La red internacional dedicada a enseñar mandarín y promover la cultura china podría convertirse en el nuevo capítulo de los acercamientos entre la Universidad de San Carlos de Guatemala (Usac) y actores vinculados con la República Popular China. Fuentes consultadas por La Hora señalan que las conversaciones para evaluar la instalación de un Instituto Confucio forman parte del escenario abierto tras los acercamientos reportados entre la administración del rector Walter Mazariegos y representantes chinos.
Sin embargo, la Coordinadora General de Cooperación y Relaciones Internacionales de la Usac, asevera que no han recibido solicitudes de alguna facultad o dependencia para gestionar un acercamiento para la implementación del Instituto Confucio.
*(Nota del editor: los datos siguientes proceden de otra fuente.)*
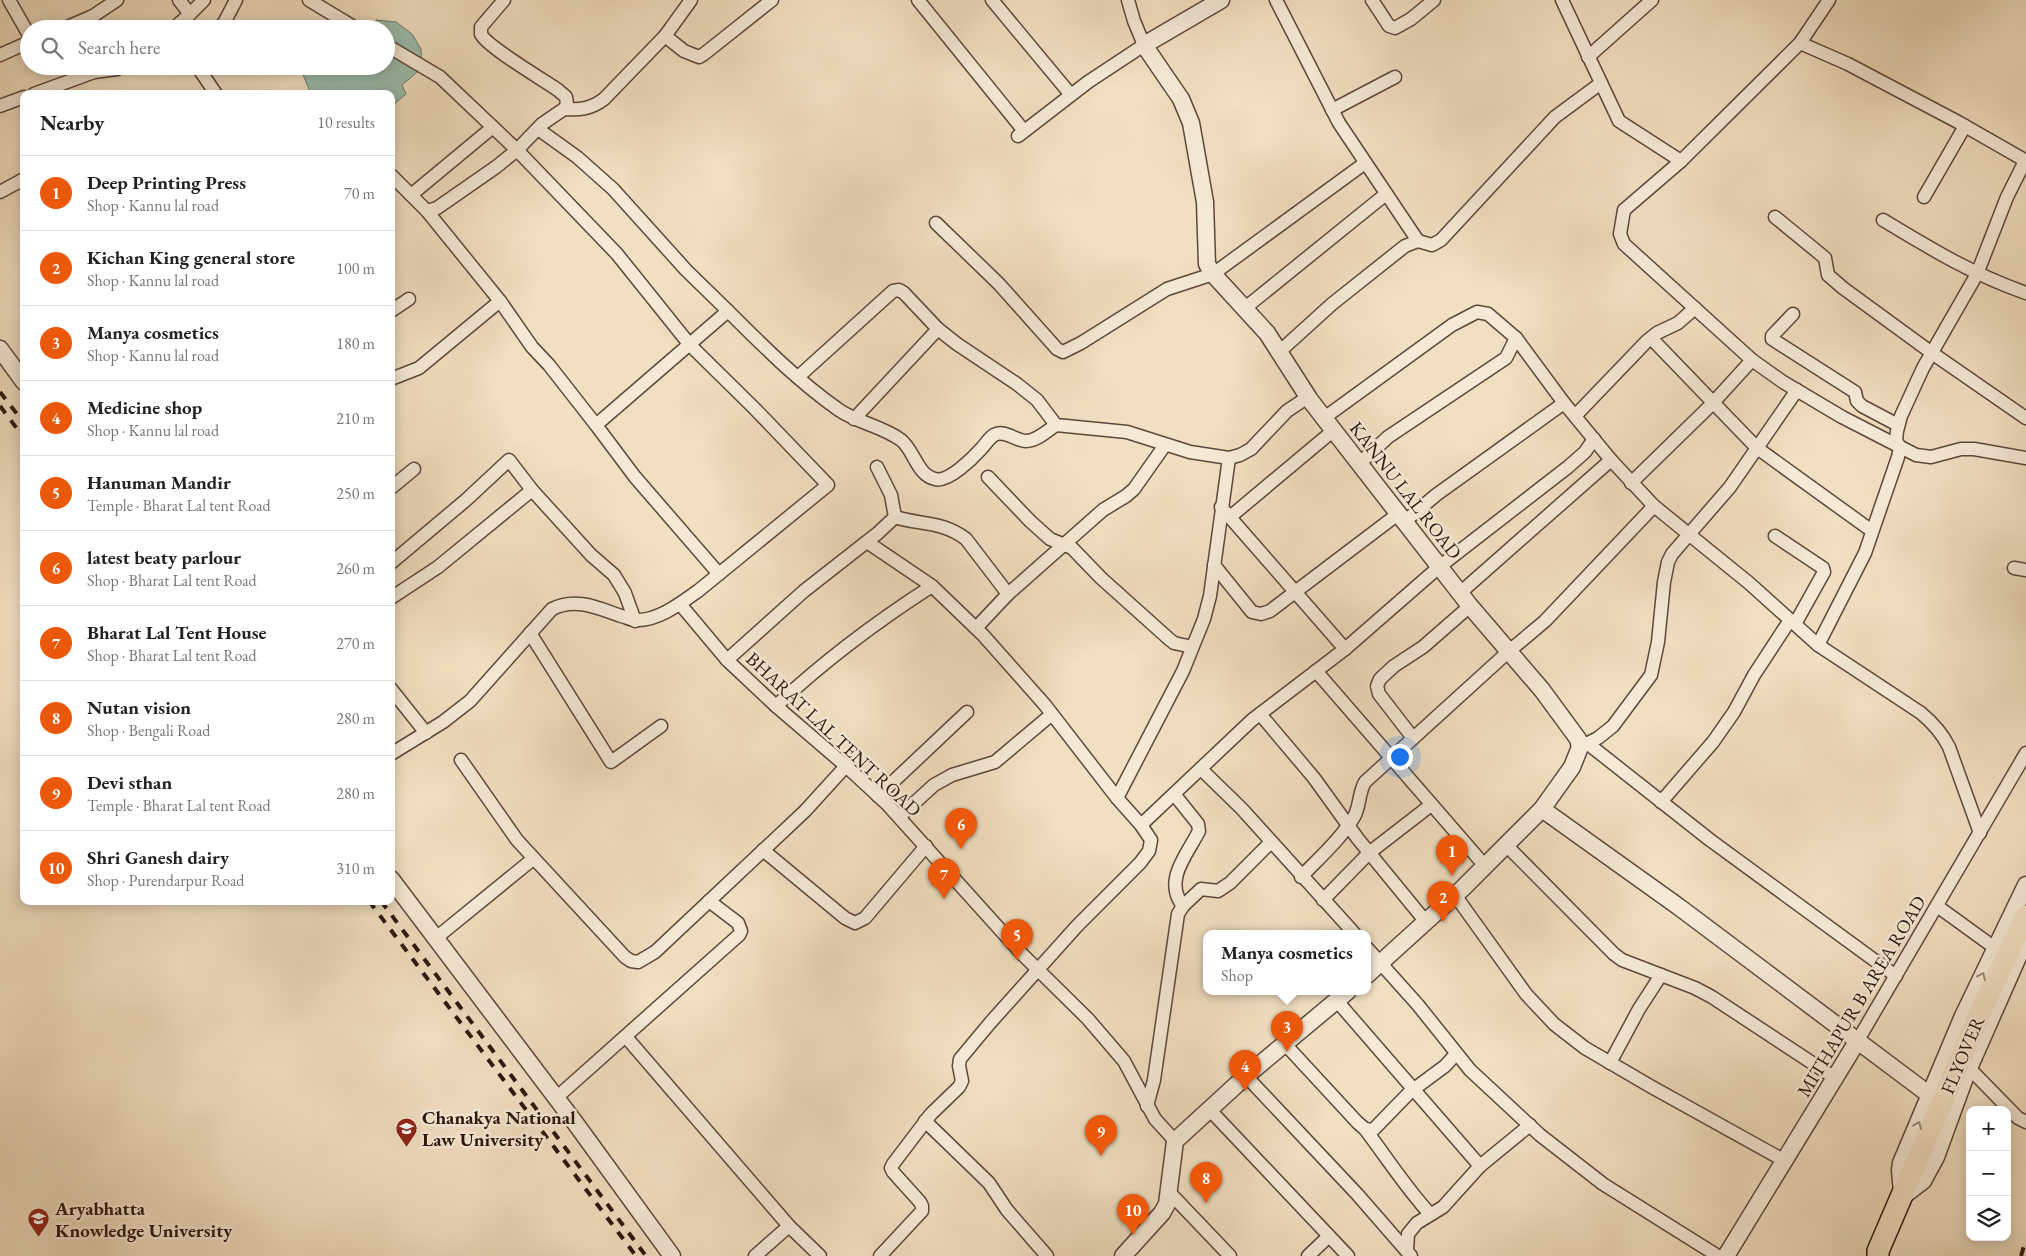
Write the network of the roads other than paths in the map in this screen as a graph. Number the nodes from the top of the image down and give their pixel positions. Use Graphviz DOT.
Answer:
graph roads {
  1 [pos="9,0"];
  2 [pos="117,0"];
  3 [pos="179,0"];
  4 [pos="204,0"];
  5 [pos="236,0"];
  6 [pos="308,0"];
  7 [pos="504,0"];
  8 [pos="692,0"];
  9 [pos="772,0"];
  10 [pos="918,0"];
  11 [pos="992,0"];
  12 [pos="1128,0"];
  13 [pos="1221,0"];
  14 [pos="1276,0"];
  15 [pos="1372,0"];
  16 [pos="1434,0"];
  17 [pos="1562,0"];
  18 [pos="1829,0"];
  19 [pos="1644,3"];
  20 [pos="190,14"];
  21 [pos="20,20"];
  22 [pos="84,20"];
  23 [pos="183,20"];
  24 [pos="226,20"];
  25 [pos="342,20"];
  26 [pos="665,36"];
  27 [pos="1800,43"];
  28 [pos="1144,45"];
  29 [pos="20,46"];
  30 [pos="395,50"];
  31 [pos="0,55"];
  32 [pos="1588,57"];
  33 [pos="86,75"];
  34 [pos="203,75"];
  35 [pos="1395,77"];
  36 [pos="1601,83"];
  37 [pos="45,90"];
  38 [pos="213,90"];
  39 [pos="1071,95"];
  40 [pos="20,98"];
  41 [pos="0,106"];
  42 [pos="564,109"];
  43 [pos="1332,110"];
  44 [pos="1965,126"];
  45 [pos="493,127"];
  46 [pos="538,129"];
  47 [pos="517,150"];
  48 [pos="1681,161"];
  49 [pos="2026,161"];
  50 [pos="1365,163"];
  51 [pos="395,179"];
  52 [pos="20,181"];
  53 [pos="0,192"];
  54 [pos="1386,194"];
  55 [pos="411,195"];
  56 [pos="1924,197"];
  57 [pos="427,210"];
  58 [pos="1774,216"];
  59 [pos="1883,220"];
  60 [pos="936,223"];
  61 [pos="1418,241"];
  62 [pos="1212,274"];
  63 [pos="1977,274"];
  64 [pos="2026,293"];
  65 [pos="409,299"];
  66 [pos="500,301"];
  67 [pos="395,308"];
  68 [pos="1244,308"];
  69 [pos="1695,308"];
  70 [pos="728,311"];
  71 [pos="1793,314"];
  72 [pos="938,329"];
  73 [pos="1516,338"];
  74 [pos="1651,338"];
  75 [pos="690,346"];
  76 [pos="0,349"];
  77 [pos="1278,353"];
  78 [pos="1932,353"];
  79 [pos="1752,360"];
  80 [pos="20,376"];
  81 [pos="395,377"];
  82 [pos="798,377"];
  83 [pos="1797,390"];
  84 [pos="1308,397"];
  85 [pos="1714,402"];
  86 [pos="1564,403"];
  87 [pos="1575,416"];
  88 [pos="2026,418"];
  89 [pos="854,419"];
  90 [pos="1329,424"];
  91 [pos="1056,425"];
  92 [pos="596,426"];
  93 [pos="1898,426"];
  94 [pos="1594,439"];
  95 [pos="1165,445"];
  96 [pos="1757,448"];
  97 [pos="1900,448"];
  98 [pos="1229,458"];
  99 [pos="2026,458"];
  100 [pos="1611,460"];
  101 [pos="1359,464"];
  102 [pos="877,467"];
  103 [pos="414,469"];
  104 [pos="988,477"];
  105 [pos="1631,483"];
  106 [pos="395,485"];
  107 [pos="532,490"];
  108 [pos="1654,506"];
  109 [pos="1221,507"];
  110 [pos="895,517"];
  111 [pos="1230,517"];
  112 [pos="1401,518"];
  113 [pos="1872,531"];
  114 [pos="1690,535"];
  115 [pos="1775,536"];
  116 [pos="867,542"];
  117 [pos="1063,545"];
  118 [pos="395,561"];
  119 [pos="1214,565"];
  120 [pos="1439,566"];
  121 [pos="719,574"];
  122 [pos="932,586"];
  123 [pos="1296,592"];
  124 [pos="1008,594"];
  125 [pos="395,595"];
  126 [pos="1465,599"];
  127 [pos="680,604"];
  128 [pos="635,620"];
  129 [pos="1793,622"];
  130 [pos="976,628"];
  131 [pos="530,633"];
  132 [pos="1818,645"];
  133 [pos="1192,647"];
  134 [pos="1345,649"];
  135 [pos="1508,652"];
  136 [pos="728,660"];
  137 [pos="1316,671"];
  138 [pos="395,694"];
  139 [pos="776,706"];
  140 [pos="967,712"];
  141 [pos="1052,714"];
  142 [pos="1260,714"];
  143 [pos="661,726"];
  144 [pos="426,733"];
  145 [pos="1413,738"];
  146 [pos="1583,745"];
  147 [pos="395,752"];
  148 [pos="2026,753"];
  149 [pos="1390,759"];
  150 [pos="461,760"];
  151 [pos="846,766"];
  152 [pos="1201,769"];
  153 [pos="1174,794"];
  154 [pos="878,796"];
  155 [pos="1117,798"];
  156 [pos="1661,802"];
  157 [pos="1431,805"];
  158 [pos="1542,809"];
  159 [pos="898,817"];
  160 [pos="1141,825"];
  161 [pos="1348,825"];
  162 [pos="1980,833"];
  163 [pos="1271,842"];
  164 [pos="1506,845"];
  165 [pos="926,846"];
  166 [pos="763,850"];
  167 [pos="1369,852"];
  168 [pos="533,858"];
  169 [pos="1485,866"];
  170 [pos="1301,877"];
  171 [pos="395,884"];
  172 [pos="2026,885"];
  173 [pos="1455,895"];
  174 [pos="1323,900"];
  175 [pos="709,901"];
  176 [pos="1183,906"];
  177 [pos="1937,906"];
  178 [pos="2026,916"];
  179 [pos="1426,922"];
  180 [pos="1351,930"];
  181 [pos="436,938"];
  182 [pos="2026,939"];
  183 [pos="1995,948"];
  184 [pos="1371,952"];
  185 [pos="1381,962"];
  186 [pos="1038,970"];
  187 [pos="1371,971"];
  188 [pos="1661,975"];
  189 [pos="1896,976"];
  190 [pos="1343,996"];
  191 [pos="626,1037"];
  192 [pos="1858,1040"];
  193 [pos="1284,1043"];
  194 [pos="1456,1054"];
  195 [pos="1610,1063"];
  196 [pos="1969,1068"];
  197 [pos="1246,1076"];
  198 [pos="1836,1078"];
  199 [pos="1413,1090"];
  200 [pos="1930,1096"];
  201 [pos="556,1098"];
  202 [pos="1147,1106"];
  203 [pos="1209,1109"];
  204 [pos="925,1121"];
  205 [pos="2026,1122"];
  206 [pos="1530,1125"];
  207 [pos="1365,1129"];
  208 [pos="1175,1141"];
  209 [pos="1785,1161"];
  210 [pos="1480,1166"];
  211 [pos="1169,1192"];
  212 [pos="1902,1197"];
  213 [pos="1430,1214"];
  214 [pos="789,1226"];
  215 [pos="1329,1236"];
  216 [pos="1409,1253"];
  217 [pos="1876,1254"];
  218 [pos="1125,1255"];
  219 [pos="672,1256"];
  220 [pos="755,1256"];
  221 [pos="820,1256"];
  222 [pos="880,1256"];
  223 [pos="1047,1256"];
  224 [pos="1230,1256"];
  225 [pos="1308,1256"];
  226 [pos="1348,1256"];
  227 [pos="1718,1256"];
  228 [pos="1726,1256"];
  1 -- 21 [label="street"];
  2 -- 22 [label="street"];
  3 -- 20 [label="street"];
  4 -- 20 [label="street"];
  5 -- 24 [label="street"];
  6 -- 25 [label="street"];
  7 -- 42 [label="street"];
  8 -- 26 [label="street"];
  9 -- 26 [label="street"];
  10 -- 39 [label="street"];
  11 -- 39 [label="street"];
  12 -- 28 [label="street"];
  13 -- 28 [label="street"];
  14 -- 43 [label="street"];
  15 -- 16 [label="street"];
  17 -- 32 [label="street"];
  18 -- 27 [label="street"];
  19 -- 32 [label="street"];
  20 -- 23 [label="street"];
  26 -- 42 [label="street"];
  27 -- 44 [label="street"];
  27 -- 48 [label="street"];
  28 -- 39 [label="street"];
  28 -- 62 [label="street, KANNU LAL ROAD"];
  29 -- 31 [label="street"];
  30 -- 45 [label="street"];
  32 -- 36 [label="street"];
  33 -- 37 [label="street"];
  34 -- 38 [label="street"];
  35 -- 43 [label="street"];
  36 -- 48 [label="street"];
  36 -- 61 [label="street"];
  40 -- 41 [label="street"];
  42 -- 46 [label="street"];
  43 -- 50 [label="street"];
  44 -- 49 [label="street"];
  44 -- 56 [label="street"];
  45 -- 47 [label="street"];
  45 -- 55 [label="street"];
  46 -- 47 [label="street"];
  46 -- 70 [label="street"];
  47 -- 57 [label="street"];
  47 -- 75 [label="street"];
  48 -- 69 [label="street"];
  49 -- 63 [label="street"];
  50 -- 54 [label="street"];
  50 -- 62 [label="street"];
  51 -- 55 [label="street"];
  52 -- 53 [label="street"];
  54 -- 61 [label="street"];
  54 -- 68 [label="street"];
  55 -- 57 [label="street"];
  57 -- 66 [label="street"];
  58 -- 78 [label="street"];
  59 -- 63 [label="street"];
  60 -- 62 [label="street"];
  61 -- 77 [label="street"];
  62 -- 68 [label="street, KANNU LAL ROAD"];
  63 -- 64 [label="street"];
  63 -- 78 [label="street"];
  65 -- 67 [label="street"];
  66 -- 81 [label="street"];
  66 -- 92 [label="street"];
  68 -- 77 [label="street, KANNU LAL ROAD"];
  69 -- 74 [label="street"];
  69 -- 79 [label="street"];
  70 -- 75 [label="street"];
  70 -- 82 [label="street"];
  71 -- 93 [label="street"];
  72 -- 82 [label="street"];
  72 -- 89 [label="street"];
  72 -- 91 [label="street"];
  73 -- 86 [label="street"];
  73 -- 90 [label="street"];
  73 -- 101 [label="street"];
  74 -- 85 [label="street"];
  74 -- 87 [label="street"];
  75 -- 92 [label="street"];
  75 -- 121 [label="street"];
  76 -- 80 [label="street"];
  77 -- 84 [label="street, KANNU LAL ROAD"];
  78 -- 88 [label="street"];
  78 -- 93 [label="street"];
  79 -- 83 [label="street"];
  79 -- 85 [label="street"];
  82 -- 89 [label="street"];
  83 -- 96 [label="street"];
  83 -- 97 [label="street"];
  84 -- 90 [label="street, KANNU LAL ROAD"];
  84 -- 98 [label="street"];
  85 -- 96 [label="street"];
  85 -- 105 [label="street"];
  86 -- 87 [label="street"];
  86 -- 112 [label="street"];
  87 -- 94 [label="street"];
  89 -- 91 [label="street"];
  90 -- 101 [label="street, KANNU LAL ROAD"];
  90 -- 111 [label="street"];
  91 -- 95 [label="street"];
  92 -- 121 [label="street"];
  93 -- 97 [label="street"];
  94 -- 100 [label="street"];
  94 -- 120 [label="street"];
  95 -- 98 [label="street"];
  95 -- 117 [label="street"];
  96 -- 113 [label="street"];
  96 -- 114 [label="street"];
  97 -- 99 [label="street"];
  97 -- 113 [label="street"];
  98 -- 109 [label="street"];
  100 -- 105 [label="street"];
  100 -- 126 [label="street"];
  101 -- 112 [label="street, KANNU LAL ROAD"];
  102 -- 110 [label="street"];
  103 -- 106 [label="street"];
  104 -- 117 [label="street"];
  105 -- 108 [label="street"];
  107 -- 118 [label="street"];
  107 -- 125 [label="street"];
  107 -- 128 [label="street"];
  108 -- 114 [label="street"];
  108 -- 135 [label="street"];
  109 -- 111 [label="street"];
  109 -- 119 [label="street"];
  110 -- 116 [label="street"];
  110 -- 124 [label="street"];
  111 -- 123 [label="street"];
  112 -- 120 [label="street, KANNU LAL ROAD"];
  112 -- 123 [label="street"];
  113 -- 132 [label="street"];
  114 -- 129 [label="street"];
  114 -- 146 [label="street"];
  115 -- 129 [label="street"];
  116 -- 122 [label="street"];
  116 -- 136 [label="street"];
  117 -- 124 [label="street"];
  117 -- 133 [label="street"];
  119 -- 123 [label="street"];
  119 -- 133 [label="street"];
  120 -- 126 [label="street, KANNU LAL ROAD"];
  120 -- 134 [label="street"];
  121 -- 127 [label="street"];
  122 -- 130 [label="street"];
  122 -- 139 [label="street"];
  123 -- 134 [label="street"];
  124 -- 130 [label="street"];
  126 -- 135 [label="street, KANNU LAL ROAD"];
  126 -- 145 [label="street"];
  127 -- 128 [label="street"];
  127 -- 136 [label="street, BHARAT LAL TENT ROAD"];
  128 -- 131 [label="street"];
  129 -- 132 [label="street"];
  129 -- 156 [label="street"];
  130 -- 141 [label="street"];
  131 -- 143 [label="street"];
  131 -- 144 [label="street"];
  132 -- 162 [label="street"];
  133 -- 155 [label="street"];
  134 -- 137 [label="street"];
  135 -- 145 [label="street"];
  135 -- 146 [label="street, KANNU LAL ROAD"];
  136 -- 139 [label="street, BHARAT LAL TENT ROAD"];
  137 -- 142 [label="street"];
  137 -- 149 [label="street"];
  138 -- 144 [label="street"];
  139 -- 151 [label="street, BHARAT LAL TENT ROAD"];
  140 -- 154 [label="street"];
  141 -- 155 [label="street"];
  141 -- 159 [label="street"];
  142 -- 152 [label="street"];
  142 -- 161 [label="street"];
  144 -- 147 [label="street"];
  145 -- 149 [label="street"];
  146 -- 156 [label="street"];
  146 -- 158 [label="street"];
  148 -- 162 [label="street, MITHAPUR B AREA ROAD"];
  149 -- 157 [label="street"];
  149 -- 161 [label="street"];
  150 -- 168 [label="street"];
  151 -- 154 [label="street, BHARAT LAL TENT ROAD"];
  151 -- 166 [label="street"];
  152 -- 153 [label="street"];
  152 -- 163 [label="street"];
  153 -- 160 [label="street"];
  153 -- 176 [label="street"];
  154 -- 159 [label="street, BHARAT LAL TENT ROAD"];
  155 -- 160 [label="street"];
  156 -- 189 [label="street"];
  157 -- 167 [label="street"];
  157 -- 169 [label="street"];
  158 -- 164 [label="street"];
  158 -- 192 [label="street"];
  159 -- 165 [label="street, BHARAT LAL TENT ROAD"];
  160 -- 186 [label="street"];
  161 -- 167 [label="street"];
  161 -- 170 [label="street"];
  162 -- 177 [label="street, MITHAPUR B AREA ROAD"];
  163 -- 170 [label="street"];
  163 -- 176 [label="street"];
  164 -- 169 [label="street"];
  164 -- 188 [label="street"];
  165 -- 166 [label="street"];
  165 -- 186 [label="street, BHARAT LAL TENT ROAD"];
  166 -- 175 [label="street"];
  167 -- 174 [label="street"];
  167 -- 179 [label="street"];
  168 -- 175 [label="street"];
  168 -- 181 [label="street"];
  169 -- 173 [label="street"];
  170 -- 174 [label="street"];
  171 -- 181 [label="street"];
  172 -- 183 [label="street"];
  173 -- 179 [label="street"];
  173 -- 195 [label="street"];
  174 -- 180 [label="street"];
  175 -- 191 [label="street"];
  176 -- 202 [label="street"];
  177 -- 183 [label="street"];
  177 -- 189 [label="street, MITHAPUR B AREA ROAD"];
  178 -- 212 [label="highway, FLYOVER"];
  179 -- 185 [label="street"];
  181 -- 201 [label="street"];
  182 -- 196 [label="street"];
  200 -- 183 [label="street, one-way"];
  184 -- 185 [label="street"];
  185 -- 187 [label="street"];
  185 -- 194 [label="street"];
  186 -- 202 [label="street, BHARAT LAL TENT ROAD"];
  186 -- 204 [label="street"];
  188 -- 195 [label="street"];
  188 -- 198 [label="street"];
  189 -- 192 [label="street, MITHAPUR B AREA ROAD"];
  190 -- 193 [label="street"];
  190 -- 199 [label="street"];
  191 -- 201 [label="street"];
  191 -- 214 [label="street"];
  192 -- 198 [label="street, MITHAPUR B AREA ROAD"];
  192 -- 200 [label="street"];
  193 -- 197 [label="street"];
  193 -- 207 [label="street"];
  194 -- 199 [label="street"];
  194 -- 206 [label="street"];
  195 -- 209 [label="street"];
  196 -- 205 [label="street"];
  196 -- 212 [label="street"];
  197 -- 203 [label="street"];
  197 -- 216 [label="street"];
  198 -- 209 [label="street, MITHAPUR B AREA ROAD"];
  199 -- 207 [label="street"];
  199 -- 210 [label="street"];
  212 -- 200 [label="street, one-way"];
  201 -- 219 [label="street"];
  202 -- 208 [label="street, BHARAT LAL TENT ROAD"];
  203 -- 208 [label="street"];
  203 -- 215 [label="street"];
  204 -- 222 [label="street"];
  204 -- 223 [label="street"];
  206 -- 210 [label="street"];
  206 -- 227 [label="street"];
  207 -- 213 [label="street"];
  208 -- 211 [label="street"];
  209 -- 228 [label="street, MITHAPUR B AREA ROAD"];
  210 -- 213 [label="street"];
  211 -- 218 [label="street"];
  211 -- 224 [label="street"];
  212 -- 217 [label="highway, FLYOVER"];
  213 -- 216 [label="street"];
  214 -- 220 [label="street"];
  214 -- 221 [label="street"];
  215 -- 225 [label="street"];
  215 -- 226 [label="street"];
}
Los Institutos Confucio son presentados por sus promotores como centros educativos sin fines de lucro destinados a la enseñanza del idioma chino, la investigación académica y el intercambio cultural. Su creación depende de acuerdos entre instituciones chinas y extranjeras, que establecen los mecanismos de operación, financiamiento y administración de cada sede.
Según la información oficial del programa, su objetivo es “promover la difusión internacional del idioma chino”, profundizar el conocimiento de la lengua y cultura china y fortalecer los intercambios educativos y culturales entre China y otros países.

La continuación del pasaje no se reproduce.